Peripheral Vascular Disease Management: The Three Most Significant Drug-Coated Balloon Trials in 2015
Over the past decade, drug-coated balloons (DCBs) have emerged as an exciting new therapeutic option to prevent restenosis in the treatment of peripheral vascular disease.1-3 The DCB is an attractive device because it offers the promise of improved patency in comparison with percutaneous transluminal angioplasty (PTA) and a reduction in the need for stents. This is particularly important in the dynamic stress environment of the superficial femoral and popliteal arteries, in which mechanical fatigue results in stent fracture and in-stent restenosis.4,5 These new balloons utilize paclitaxel as the therapeutic agent with different concentrations of the drug and different excipients to aid in drug delivery.

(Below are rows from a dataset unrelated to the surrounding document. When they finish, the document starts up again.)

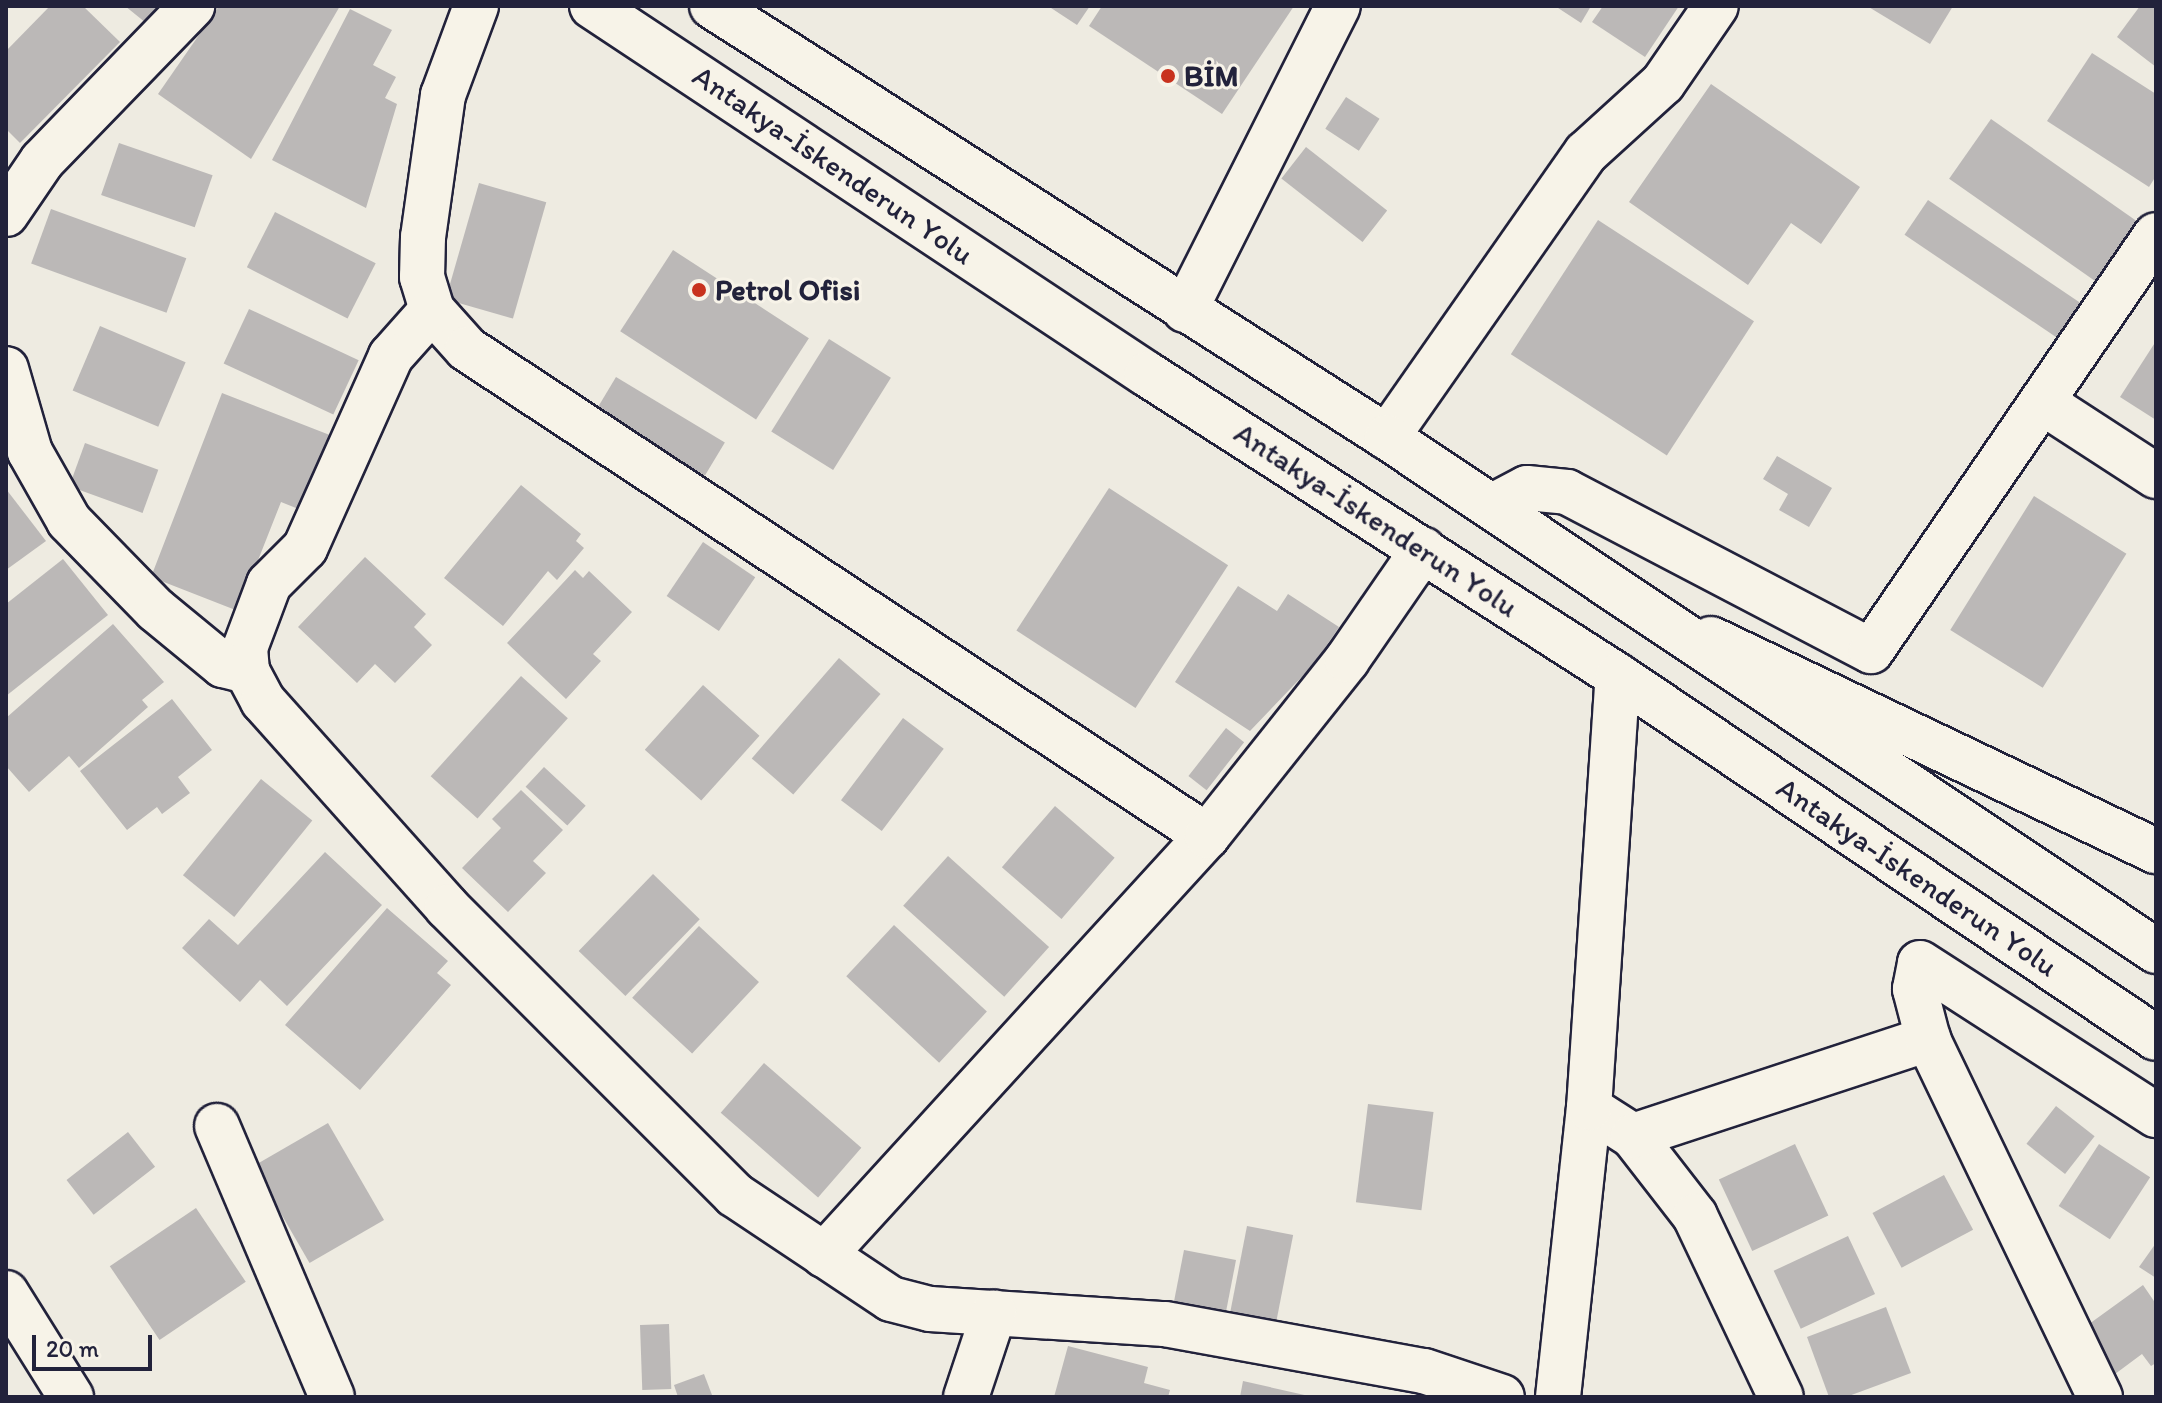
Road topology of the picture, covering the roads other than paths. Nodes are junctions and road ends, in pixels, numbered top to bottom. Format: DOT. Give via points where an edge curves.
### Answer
graph roads {
  1 [pos="192,6"];
  2 [pos="476,6"];
  3 [pos="592,6"];
  4 [pos="712,6"];
  5 [pos="1338,6"];
  6 [pos="1716,6"];
  7 [pos="6,214"];
  8 [pos="2156,235"];
  9 [pos="432,310"];
  10 [pos="1185,310"];
  11 [pos="6,369"];
  12 [pos="2042,402"];
  13 [pos="1387,437"];
  14 [pos="2156,476"];
  15 [pos="1493,506"];
  16 [pos="1423,550"];
  17 [pos="1654,614"];
  18 [pos="247,671"];
  19 [pos="1618,676"];
  20 [pos="1207,836"];
  21 [pos="2156,851"];
  22 [pos="2156,951"];
  23 [pos="2156,1038"];
  24 [pos="1928,1039"];
  25 [pos="1589,1108"];
  26 [pos="2156,1115"];
  27 [pos="217,1126"];
  28 [pos="1633,1136"];
  29 [pos="824,1255"];
  30 [pos="6,1293"];
  31 [pos="994,1313"];
  32 [pos="71,1397"];
  33 [pos="332,1397"];
  34 [pos="966,1397"];
  35 [pos="1502,1397"];
  36 [pos="1558,1397"];
  37 [pos="1781,1397"];
  38 [pos="2100,1397"];
  1 -- 7 [label="main road" via="42,161"];
  2 -- 9 [label="main road" via="458,46 432,145 422,277"];
  3 -- 16 [label="main road, Antakya-İskenderun Yolu"];
  4 -- 10 [label="main road"];
  5 -- 10 [label="main road"];
  6 -- 13 [label="main road" via="1663,83 1586,153"];
  8 -- 12 [label="main road"];
  9 -- 18 [label="main road" via="391,356 305,548 269,584 246,636"];
  9 -- 20 [label="main road" via="467,349 567,417"];
  10 -- 13 [label="main road"];
  11 -- 18 [label="main road" via="30,452 69,521 166,618 223,665"];
  12 -- 14 [label="main road"];
  12 -- 15 [label="main road" via="1871,651 1567,492 1527,488"];
  13 -- 15 [label="main road"];
  15 -- 17 [label="main road"];
  16 -- 19 [label="main road, Antakya-İskenderun Yolu"];
  16 -- 20 [label="main road" via="1347,660"];
  17 -- 21 [label="main road" via="1857,704"];
  17 -- 22 [label="main road"];
  18 -- 29 [label="main road" via="289,732 458,918 735,1195"];
  19 -- 23 [label="main road, Antakya-İskenderun Yolu"];
  19 -- 25 [label="main road"];
  20 -- 29 [label="main road"];
  24 -- 26 [label="main road" via="1915,989 1920,963"];
  24 -- 28 [label="main road"];
  24 -- 38 [label="main road"];
  25 -- 28 [label="main road"];
  25 -- 36 [label="main road"];
  27 -- 33 [label="main road"];
  28 -- 37 [label="main road" via="1695,1216"];
  29 -- 31 [label="main road" via="891,1299"];
  30 -- 32 [label="main road"];
  31 -- 34 [label="main road"];
  31 -- 35 [label="main road" via="1165,1324 1424,1371"];
}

In the U.S., two DCBs have been approved by the Food and Drug Administration (FDA) for the treatment of femoropopliteal artery disease. In Europe, several DCBs are already approved for clinical use.
In this year, three major pivotal trials have confirmed the safety and efficacy of paclitaxel-coated balloons in the endovascular treatment of femoropopliteal artery disease. These are the Drug-Coated Balloon Versus Standard Percutaneous Transluminal Angioplasty for the Treatment of Superficial Femoral and/or Popliteal Peripheral Artery Disease (IN.PACT SFA) trial,6 the Lutonix Paclitaxel-Coated Balloon for the Prevention of Femoropopliteal Restenosis 2 (LEVANT 2) trial,7 and five-year follow-up of the Local Taxan With Short Time Contact for Reduction of Restenosis in Distal Arteries (THUNDER) trial.8
The pooled IN.PACT SFA I and II trials6 are multicenter, single-blind, randomized trials to assess the safety and efficacy of a DCB versus standard PTA balloons in patients with moderate-to-severe intermittent claudication or ischemic rest pain and stenosis of ≥70% of superficial femoral and popliteal artery. In both treatment groups, provisional stenting was allowed only in the case of PTA failure. The primary patency rate (defined as freedom from binary restenosis or from the need for target lesion revascularization [TLR]) at 12 months was 82.2% for the DCB, which was superior to control angioplasty (52.4%, P <0.001). Similarly, the clinically-driven TLR rates were significantly lower with the DCB as compared to those achieved with angioplasty (2.4% vs. 20.6%, P <0.001).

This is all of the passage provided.